How Do I Fix An Employee Who Absolutely Refuses To Listen To My Feedback?
This article originally appeared on Forbes by Mark Murphy, Founder of Leadership IQ
My research has found that 88% of employees say they would want to hear the truth if their job performance was poor. And yet, how many people do you know who actually embrace, and take to heart, tough, pointed, truthful feedback? Very few, I’ll bet.
And it’s not just employees; bosses are also very resistant to feedback or suggestions for improvement. I recently conducted a study of 27,048 executives, managers and employees called“The Risks of Ignoring Employee Feedback.” One of the big discoveries from the study is that only 24% of people say that their leader "always" encourages and recognizes suggestions for improvement, while 16% say their leader "never" does so.
And here’s the kicker; if someone thinks their leader always encourages and recognizes suggestions for improvement, they’re about 12 times more likely to recommend the organization as a great place to work.
It’s clear that, in practice, people generally hate hearing the truth about their performance. So, what can you do about it?
One problem with delivering tough, truthful messages is that we can get so frustrated when our message goes unheard that we become angry with the person who is resisting our feedback. And the angrier we get, the more defensive they become. Their defensiveness, in turn, makes us even angrier, and the cycle spirals out of control.
This tells us that there are times when employing outside assistance to deliver tough feedback will help us remove ourselves emotionally and keep a cool head. Here’s an actual situation (that I recently experienced while working with a client) that demonstrates one way to do this. (Note: I’ve reconstructed the dialogue as accurately as possible based on my notes).
Mable, a director at a tech company, had been struggling to get Bob to take on work that he considered ‘outside’ his job description. When asked to take on these tasks, Bob rolled his eyes, scoffed, pointed fingers, crossed his arms, and even stormed out the door. Six months of one-on-one coaching had yielded little results, and Mable was now so angry that further individual conversations weren’t going to help.
Mable brought together her team to define some standards and expectations about ‘teamwork’ for the entire department. There are certainly situations where I would not suggest making a problem with a particular employee a problem for everyone, but Mable really needed help, and the whole department stood to benefit from this group exercise.
Mable would guide the team using a model called Word Pictures; a three-part definition that transforms abstract concepts into concrete examples that anyone can understand. The goal was to take the concept ‘teamwork’ and to ask the group to contribute behaviorally specific examples of bad teamwork, good teamwork and great teamwork. If the examples are specific enough, a Word Picture should force even the most feedback resistant person to self-assess how they “stack up.”
Mable began by saying, “Thank you all for coming. We’re here to create a Word Picture; a collaborative definition of how we should all work together and what teamwork looks like in this department. Who has an example to share of good or great teamwork?”

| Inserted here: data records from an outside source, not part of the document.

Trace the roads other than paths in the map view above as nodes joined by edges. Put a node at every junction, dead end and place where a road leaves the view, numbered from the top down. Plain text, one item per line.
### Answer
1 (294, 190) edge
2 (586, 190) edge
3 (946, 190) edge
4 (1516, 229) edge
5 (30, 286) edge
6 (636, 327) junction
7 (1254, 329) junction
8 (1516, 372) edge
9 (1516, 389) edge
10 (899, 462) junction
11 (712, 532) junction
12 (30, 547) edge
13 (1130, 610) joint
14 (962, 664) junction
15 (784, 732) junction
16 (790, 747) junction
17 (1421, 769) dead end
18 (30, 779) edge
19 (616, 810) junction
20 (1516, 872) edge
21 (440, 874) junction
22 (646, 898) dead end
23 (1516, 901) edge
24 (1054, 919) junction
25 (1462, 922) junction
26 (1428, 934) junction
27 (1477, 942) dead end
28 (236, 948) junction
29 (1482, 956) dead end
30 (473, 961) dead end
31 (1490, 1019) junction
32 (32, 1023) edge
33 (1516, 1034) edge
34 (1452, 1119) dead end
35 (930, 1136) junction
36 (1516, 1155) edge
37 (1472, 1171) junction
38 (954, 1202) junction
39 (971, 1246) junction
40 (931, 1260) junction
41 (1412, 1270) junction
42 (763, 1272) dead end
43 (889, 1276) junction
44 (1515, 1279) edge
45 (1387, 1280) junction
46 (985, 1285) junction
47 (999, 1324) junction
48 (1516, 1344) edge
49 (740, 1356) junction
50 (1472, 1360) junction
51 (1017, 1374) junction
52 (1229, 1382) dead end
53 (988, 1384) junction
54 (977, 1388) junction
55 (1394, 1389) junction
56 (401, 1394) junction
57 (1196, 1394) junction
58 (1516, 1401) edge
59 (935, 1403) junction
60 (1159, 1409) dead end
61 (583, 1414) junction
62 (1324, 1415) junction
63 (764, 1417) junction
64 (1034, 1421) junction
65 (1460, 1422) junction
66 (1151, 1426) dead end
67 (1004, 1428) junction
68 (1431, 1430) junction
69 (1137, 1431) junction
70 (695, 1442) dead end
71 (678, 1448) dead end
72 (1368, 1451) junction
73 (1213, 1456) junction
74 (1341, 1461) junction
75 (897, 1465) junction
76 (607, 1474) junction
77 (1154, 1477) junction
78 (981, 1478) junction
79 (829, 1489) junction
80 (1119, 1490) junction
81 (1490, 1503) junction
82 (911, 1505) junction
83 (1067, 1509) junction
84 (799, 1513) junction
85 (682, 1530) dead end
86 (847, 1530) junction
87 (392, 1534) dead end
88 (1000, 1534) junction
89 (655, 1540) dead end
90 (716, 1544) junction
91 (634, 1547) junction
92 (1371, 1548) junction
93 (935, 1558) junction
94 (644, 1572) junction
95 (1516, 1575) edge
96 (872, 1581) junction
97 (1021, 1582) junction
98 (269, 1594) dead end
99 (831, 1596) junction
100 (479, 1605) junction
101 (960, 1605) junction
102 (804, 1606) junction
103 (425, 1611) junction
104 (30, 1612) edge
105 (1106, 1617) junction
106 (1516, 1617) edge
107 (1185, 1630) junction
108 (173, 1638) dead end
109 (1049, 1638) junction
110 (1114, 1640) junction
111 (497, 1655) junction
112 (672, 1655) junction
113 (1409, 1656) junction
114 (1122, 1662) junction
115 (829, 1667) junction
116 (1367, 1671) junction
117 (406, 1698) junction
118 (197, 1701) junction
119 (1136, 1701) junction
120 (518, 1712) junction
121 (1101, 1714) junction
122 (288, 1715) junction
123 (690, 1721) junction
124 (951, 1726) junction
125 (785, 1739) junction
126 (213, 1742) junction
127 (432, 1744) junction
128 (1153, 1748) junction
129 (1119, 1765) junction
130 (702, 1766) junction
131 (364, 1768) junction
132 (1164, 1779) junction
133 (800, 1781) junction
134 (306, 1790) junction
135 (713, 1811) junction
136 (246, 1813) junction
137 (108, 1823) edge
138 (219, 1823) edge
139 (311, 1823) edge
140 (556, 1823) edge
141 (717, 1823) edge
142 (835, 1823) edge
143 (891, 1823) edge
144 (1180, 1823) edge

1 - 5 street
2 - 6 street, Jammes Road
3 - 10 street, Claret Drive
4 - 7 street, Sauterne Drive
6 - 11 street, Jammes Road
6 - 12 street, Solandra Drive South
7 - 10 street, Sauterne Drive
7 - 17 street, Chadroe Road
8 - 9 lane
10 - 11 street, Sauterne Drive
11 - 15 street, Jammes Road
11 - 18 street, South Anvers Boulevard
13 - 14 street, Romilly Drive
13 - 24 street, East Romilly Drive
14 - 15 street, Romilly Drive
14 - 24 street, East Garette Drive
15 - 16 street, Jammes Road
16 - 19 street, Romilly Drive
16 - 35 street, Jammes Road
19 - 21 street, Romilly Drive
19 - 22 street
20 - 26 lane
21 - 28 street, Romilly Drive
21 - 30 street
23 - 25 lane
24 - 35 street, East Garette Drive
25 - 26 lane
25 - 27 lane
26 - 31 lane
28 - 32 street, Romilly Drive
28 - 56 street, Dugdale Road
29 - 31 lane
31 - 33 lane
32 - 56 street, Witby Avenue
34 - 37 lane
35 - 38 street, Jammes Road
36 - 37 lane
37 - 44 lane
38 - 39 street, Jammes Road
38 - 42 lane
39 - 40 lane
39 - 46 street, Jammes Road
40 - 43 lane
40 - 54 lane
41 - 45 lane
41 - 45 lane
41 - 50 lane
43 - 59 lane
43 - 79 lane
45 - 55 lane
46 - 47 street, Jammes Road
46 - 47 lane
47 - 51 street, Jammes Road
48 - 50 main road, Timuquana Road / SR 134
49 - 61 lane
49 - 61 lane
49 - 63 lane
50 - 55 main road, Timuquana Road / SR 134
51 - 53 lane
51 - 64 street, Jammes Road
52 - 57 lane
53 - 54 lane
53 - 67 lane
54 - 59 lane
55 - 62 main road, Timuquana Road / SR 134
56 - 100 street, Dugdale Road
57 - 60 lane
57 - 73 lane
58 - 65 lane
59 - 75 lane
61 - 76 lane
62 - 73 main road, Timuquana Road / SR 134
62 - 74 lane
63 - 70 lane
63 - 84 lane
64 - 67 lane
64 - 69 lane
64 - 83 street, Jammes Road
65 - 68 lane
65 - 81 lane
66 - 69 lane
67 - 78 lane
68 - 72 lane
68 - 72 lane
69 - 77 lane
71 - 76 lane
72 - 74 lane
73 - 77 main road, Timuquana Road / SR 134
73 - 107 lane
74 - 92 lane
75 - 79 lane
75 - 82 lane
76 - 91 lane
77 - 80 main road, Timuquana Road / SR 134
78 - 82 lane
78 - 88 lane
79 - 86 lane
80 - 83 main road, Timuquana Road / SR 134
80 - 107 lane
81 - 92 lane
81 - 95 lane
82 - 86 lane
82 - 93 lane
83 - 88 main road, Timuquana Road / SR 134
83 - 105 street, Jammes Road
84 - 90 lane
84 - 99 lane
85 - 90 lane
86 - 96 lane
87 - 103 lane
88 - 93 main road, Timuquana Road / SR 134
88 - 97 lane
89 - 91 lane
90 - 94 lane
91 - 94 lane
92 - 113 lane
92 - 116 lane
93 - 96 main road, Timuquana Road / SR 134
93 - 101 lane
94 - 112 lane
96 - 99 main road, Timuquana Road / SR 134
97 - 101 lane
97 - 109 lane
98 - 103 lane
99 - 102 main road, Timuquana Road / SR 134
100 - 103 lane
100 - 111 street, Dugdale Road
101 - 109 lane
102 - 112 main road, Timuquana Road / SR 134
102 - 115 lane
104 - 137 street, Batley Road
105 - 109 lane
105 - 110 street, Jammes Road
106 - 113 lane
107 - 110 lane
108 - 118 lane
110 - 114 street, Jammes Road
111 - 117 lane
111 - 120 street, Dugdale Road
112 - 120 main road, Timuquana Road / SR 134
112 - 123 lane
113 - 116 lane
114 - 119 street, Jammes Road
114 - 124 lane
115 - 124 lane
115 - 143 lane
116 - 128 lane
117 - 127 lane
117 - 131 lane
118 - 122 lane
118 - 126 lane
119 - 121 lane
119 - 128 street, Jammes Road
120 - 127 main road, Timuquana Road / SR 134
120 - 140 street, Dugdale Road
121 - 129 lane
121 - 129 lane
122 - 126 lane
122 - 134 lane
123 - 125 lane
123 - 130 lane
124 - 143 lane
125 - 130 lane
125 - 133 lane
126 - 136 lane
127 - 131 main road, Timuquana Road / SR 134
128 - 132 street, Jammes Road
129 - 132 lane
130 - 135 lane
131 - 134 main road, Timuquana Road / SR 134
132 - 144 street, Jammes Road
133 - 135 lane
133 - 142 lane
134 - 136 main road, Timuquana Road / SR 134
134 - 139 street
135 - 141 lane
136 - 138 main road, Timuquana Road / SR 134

“I just looked up teamwork on my phone,” said one person “and Webster’s says that teamwork means ‘work done by several associates with each doing a part but all subordinating personal prominence to the efficiency of the whole.’ How about we start with that?”
“Great,” Mable said, but let’s dive even deeper and share examples of specific behaviors that define good and great teamwork.”
“Last month I was struggling to run the new statistics software to produce a utilization report that I had to present it in the morning,” one person said. “Joe didn’t have to help me, but he stayed late and taught me the software. And even though he did a ton of work, he declined to co-present with me, saying he was just happy to help and didn’t want any credit.”
The team continued to contribute examples of good and great teamwork until Mable redirected the exercise by saying “Now, and without naming names, who can share a behaviorally specific example of bad teamwork?”
“Complaining when you’re given short notice for a project or turning down requests when one of your coworkers asks for help,” one person said.
“Waiting to be asked to help instead of just stepping up to help is bad teamwork,” said another member of the team.
While this round-robin was happening, I watched Bob, the employee who had been so resistant to Mable’s feedback. At first, he just sat there saying nothing. But as the team continued to offer examples, many of which described Bob’s bad teamwork behaviors, his gaze shifted downwards, his face grew pained and his arms crossed defensively. I could see that Bob was finally getting the message about his performance.
The purpose of this exercise was not to emotionally wound Bob, but rather to get him to hear the truth about his performance. Upon hearing what the team had to say, Bob could no longer rationalize his poor performance by saying ‘Oh, it’s just Mable that has an issue with my performance, so it’s her problem, not mine.’ The peer pressure of the group Word Picture exercise was the strong motivator Bob needed to hear the truth, to embrace the truth and to start making positive behavioral changes.